I don't like things rattling around my harness so I always carry a pack except on one or two pitchs climbs.

Includes

very small first aid kit

4 oz Patagonia Dragonfly cause it gets windy a few pitches up

water, cause I hate being thirsty and Yosemite is hot

Small point and shoot camera because I'm a photographer dammit'

a few bars or goo

micro led headlamp cause it never leaves the pack or you'll forget it when you need it. Even some some climb when I know I could always pull it off, you dont know if you could need to hang out to help somebody else out in a rescue situation or have stuck ropes

If it's a walkoff, I bring light water shoes cause I can't walk in climbing shoes

If getting dark and/or cold is an option, I have a very light fleece layer and a hat

I use this stuff all the time. It's called taking responsibility for your team rather than hoping everything goes perfect everytime without fail

Peace

Karl
Chiloe

Trad climber
Lee, NH
Sep 15, 2007 - 10:11am PT
If it's a walkoff, I bring light water shoes cause I can't walk in climbing shoes

Karl, you got a photo and/or recommendation, regarding those "light water shoes"?
Maysho

climber
Truckee, CA
Sep 15, 2007 - 10:20am PT
Hey Raydog,

Greetings! What do you think of the Mt. Hardwear Exodus frame series? Not for climbing, and it has some impracticalities, but it sure feels amazing to walk on rough terrain or ski with a load. The designer, Charles Mosely, is a good friend of mine. I watched him tinker with these ideas for almost a decade, trying to get his own patent before he got "bought" by the big boys.

Peter
golsen

Social climber
kennewick, wa
Sep 15, 2007 - 10:39am PT
Sometimes a little pack beats having all that stuff hanging off you

Descent shoes
Fleece Pullover
Water

Raydog

Trad climber
Boulder Colorado
Sep 15, 2007 - 12:38pm PT
Hi Peter -

RE:
" Hey Raydog,

Greetings! What do you think of the Mt. Hardwear Exodus frame series?"
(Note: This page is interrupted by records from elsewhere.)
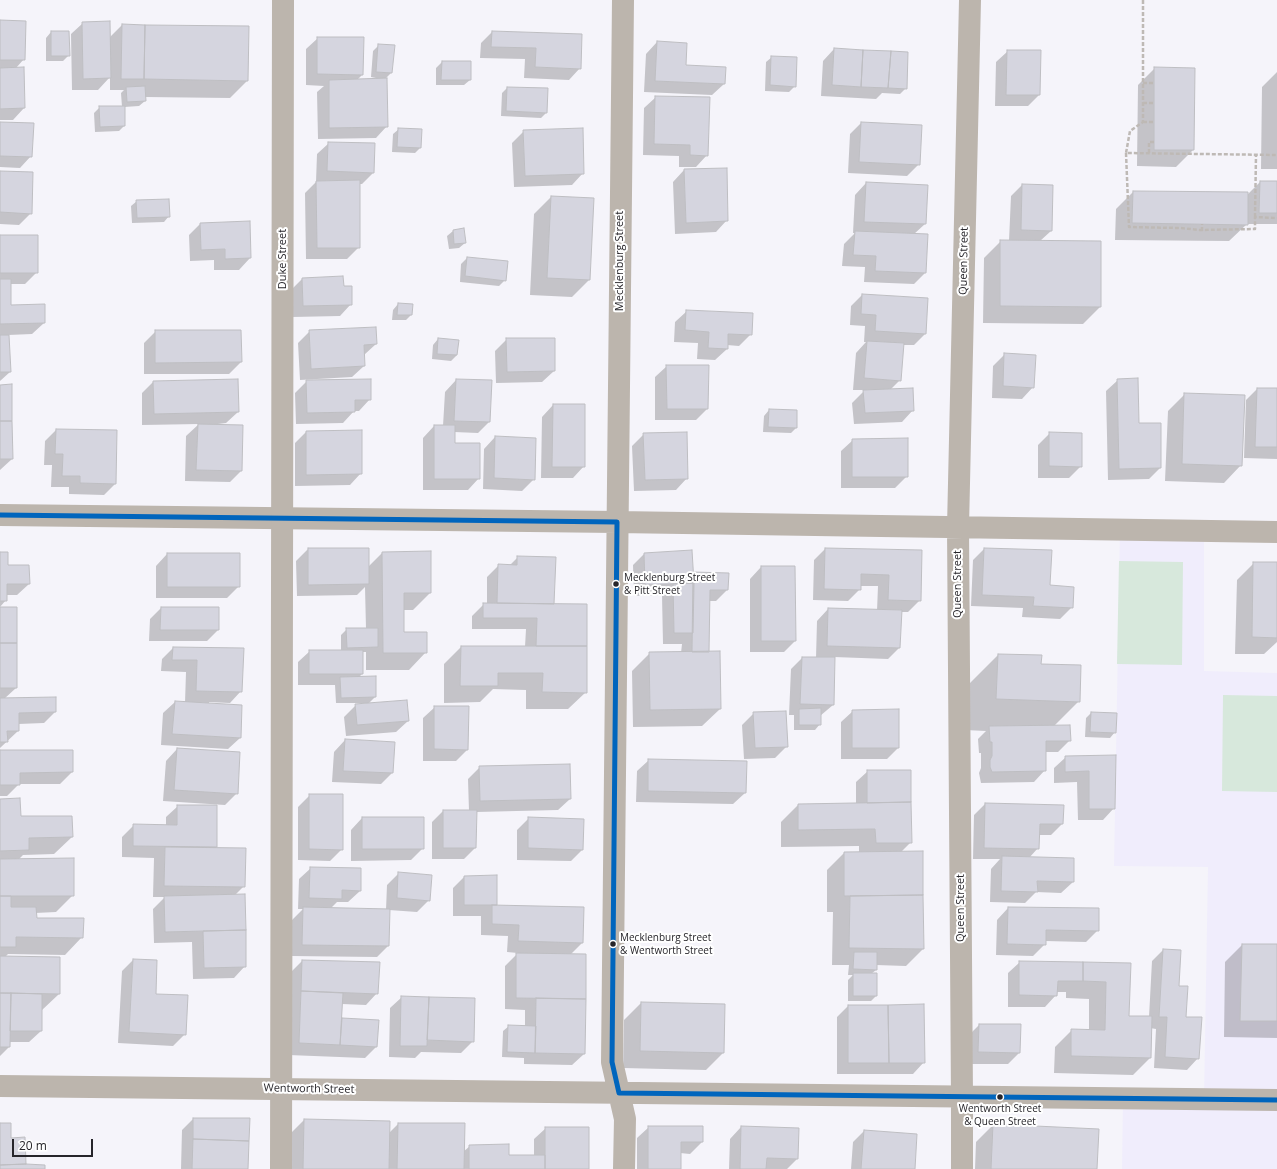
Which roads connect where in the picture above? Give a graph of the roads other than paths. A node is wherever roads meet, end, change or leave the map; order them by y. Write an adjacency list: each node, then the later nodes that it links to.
1 (283, 0): 5 (street, Duke Street)
2 (623, 0): 6 (street, Mecklenburg Street)
3 (970, 0): 7 (street, Queen Street)
4 (0, 515): 5 (street)
5 (282, 518): 6 (street); 10 (street, Duke Street)
6 (617, 522): 7 (street); 11 (street, Mecklenburg Street)
7 (958, 527): 8 (street); 12 (street, Queen Street)
8 (1277, 532)
9 (0, 1086): 10 (street, Wentworth Street)
10 (282, 1089): 11 (street, Wentworth Street); 14 (street, Duke Street)
11 (618, 1092): 12 (street, Wentworth Street); 15 (street)
12 (962, 1097): 13 (street, Wentworth Street); 16 (street, Queen Street)
13 (1277, 1100)
14 (282, 1169)
15 (624, 1169)
16 (962, 1169)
In summer 2000 I tested a frame pack against 3 popular full-size internals and, no doubt, for carrying loads 16 miles on a trail in the high country, the frame kicked-A - a JanSport $150 dollar frame pack proved WAY better than Dana Arc-flex, Gregory Denali, ArcTeryx Bora (demo packs courtesy Neptune Mounianeering) , much lighter, better at what it was designed for and way cheaper to boot so - yeah, an external type frame can be a good thing - frames neglected for a long time - I'm betting the Mtn Hardware packs perform really well.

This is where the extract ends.